« J’ai juste oublié de vivre », confie-t-elle, à demi-mot. Lorsqu’elle se repasse le film des derniers mois, Fatima Montagu a le sentiment de s’être comportée « comme un robot programmé pour fonctionner vingt-quatre heures sur vingt-quatre, jongler entre la vie professionnelle et la vie personnelle, avec la peur permanente de rater un rendez-vous en visio », raconte cette chargée d’affaires dans une grande entreprise, mère de trois enfants.
Audrey Guillet, elle, a vécu l’annonce du deuxième confinement comme « un choc émotionnel ». « A l’idée de revivre le télétravail avec deux enfants en bas âge, de tout mener de front alors que je venais de créer mon entreprise, j’ai craqué. »
Pour Julie Mourier, c’est l’attente qui est devenue insupportable.

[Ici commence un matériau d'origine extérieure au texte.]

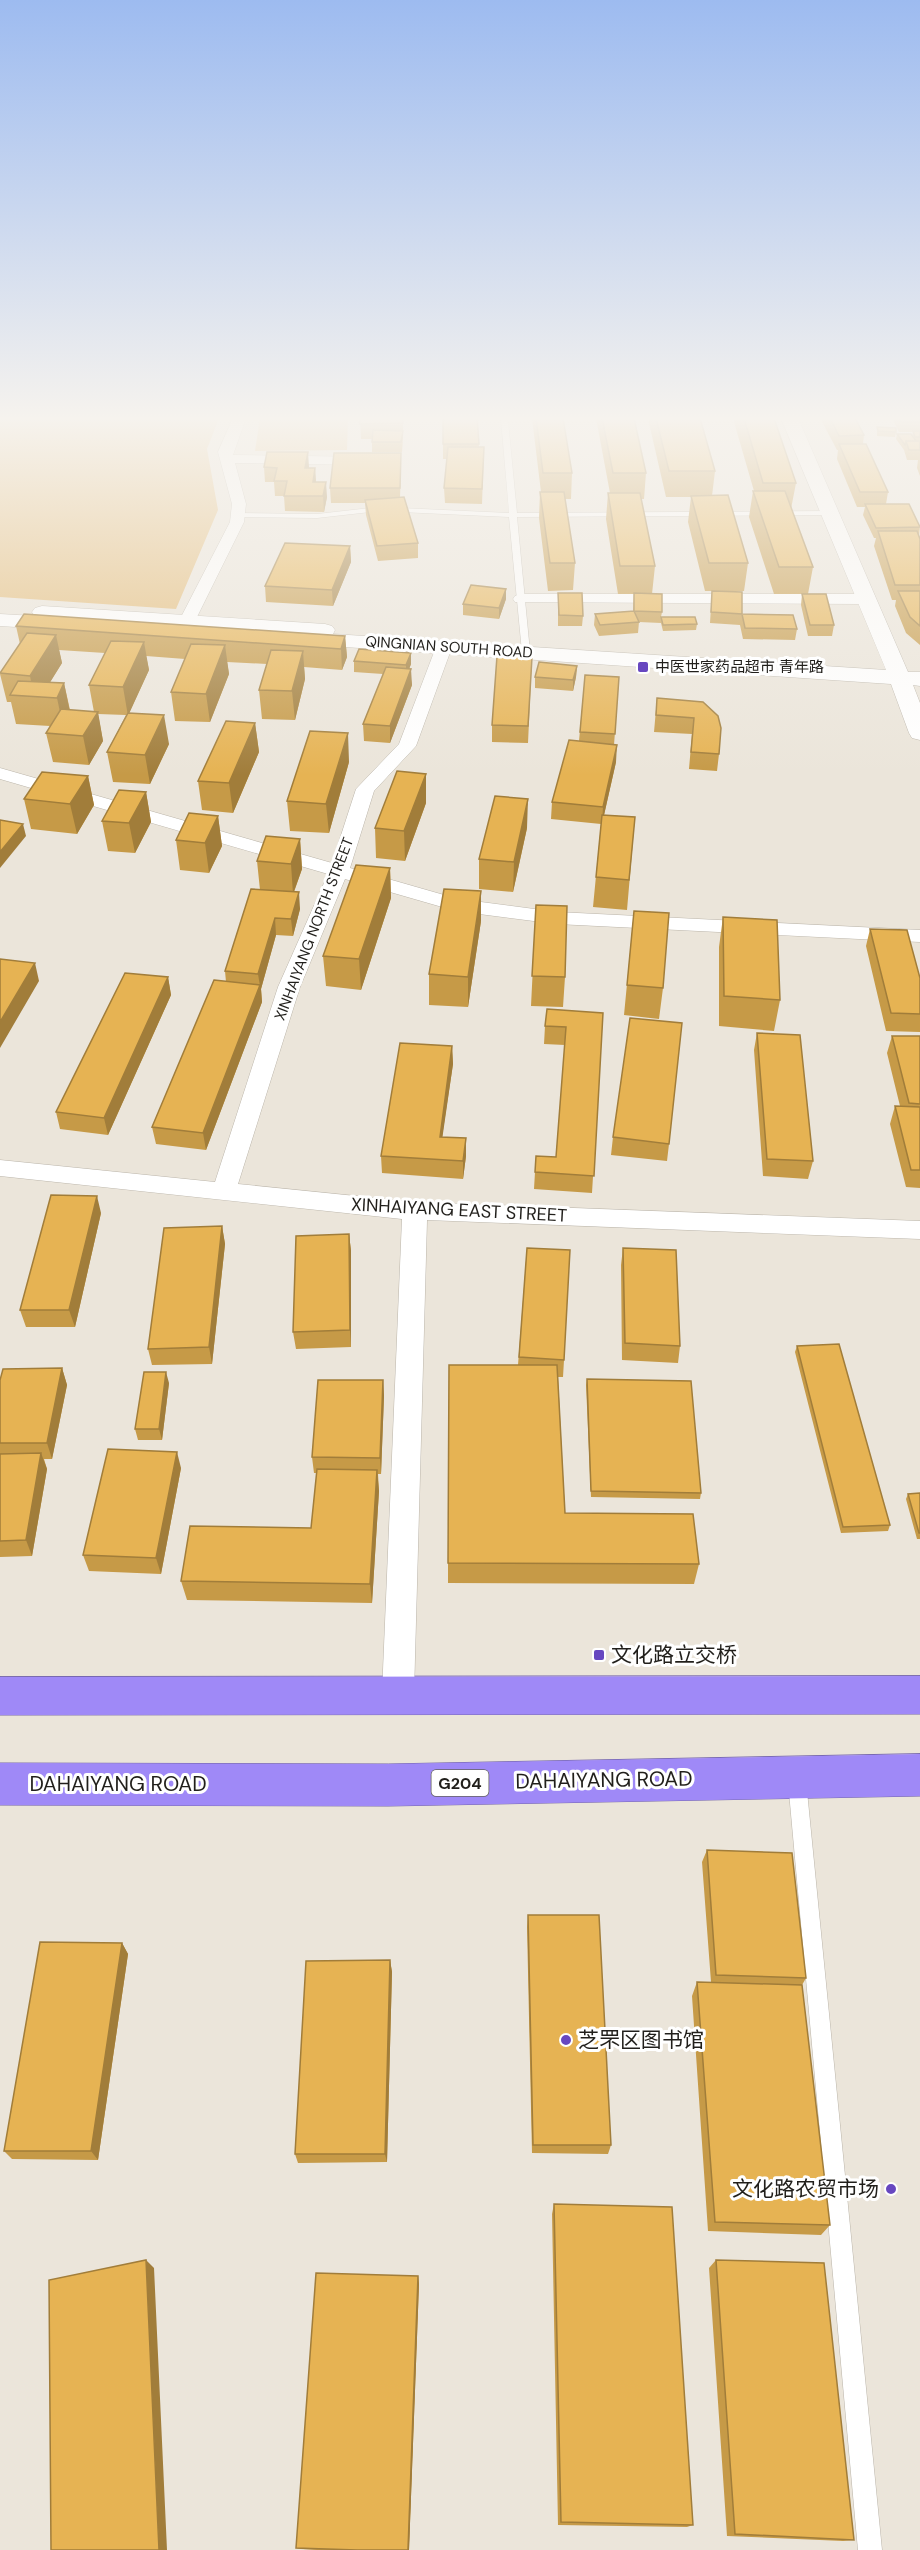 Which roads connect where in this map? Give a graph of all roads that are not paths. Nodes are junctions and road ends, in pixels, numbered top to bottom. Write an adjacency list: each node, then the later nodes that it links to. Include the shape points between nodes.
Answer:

L’hôtel-restaurant de la Côte d’Azur où elle travaillait, à l’accueil, l’a mise au chômage partiel en avril 2020 et ne l’a pas encore rappelée. « Ils veulent être sûrs que l’activité reprend vraiment. » Pendant ce temps, elle angoisse dans le studio qu’elle partage avec sa sœur : « Et si une nouvelle vague arrivait à l’automne ? Et s’il valait mieux changer de métier tout de suite ? »
Plus d’un an après le début de la pandémie de Covid-19, de nombreuses femmes comme elles, en France et ailleurs, confient leur épuisement. Les difficultés auxquelles elles font toujours face, surtout lorsqu’elles ont des enfants. Les inquiétudes qui les minent. Parce qu’elles sont surreprésentées dans les emplois précaires et les secteurs en difficulté, comme le tourisme, parce que le télétravail a bouleversé les équilibres entre vie familiale et professionnelle, elles sont plus affectées par la crise que les hommes à de nombreux égards.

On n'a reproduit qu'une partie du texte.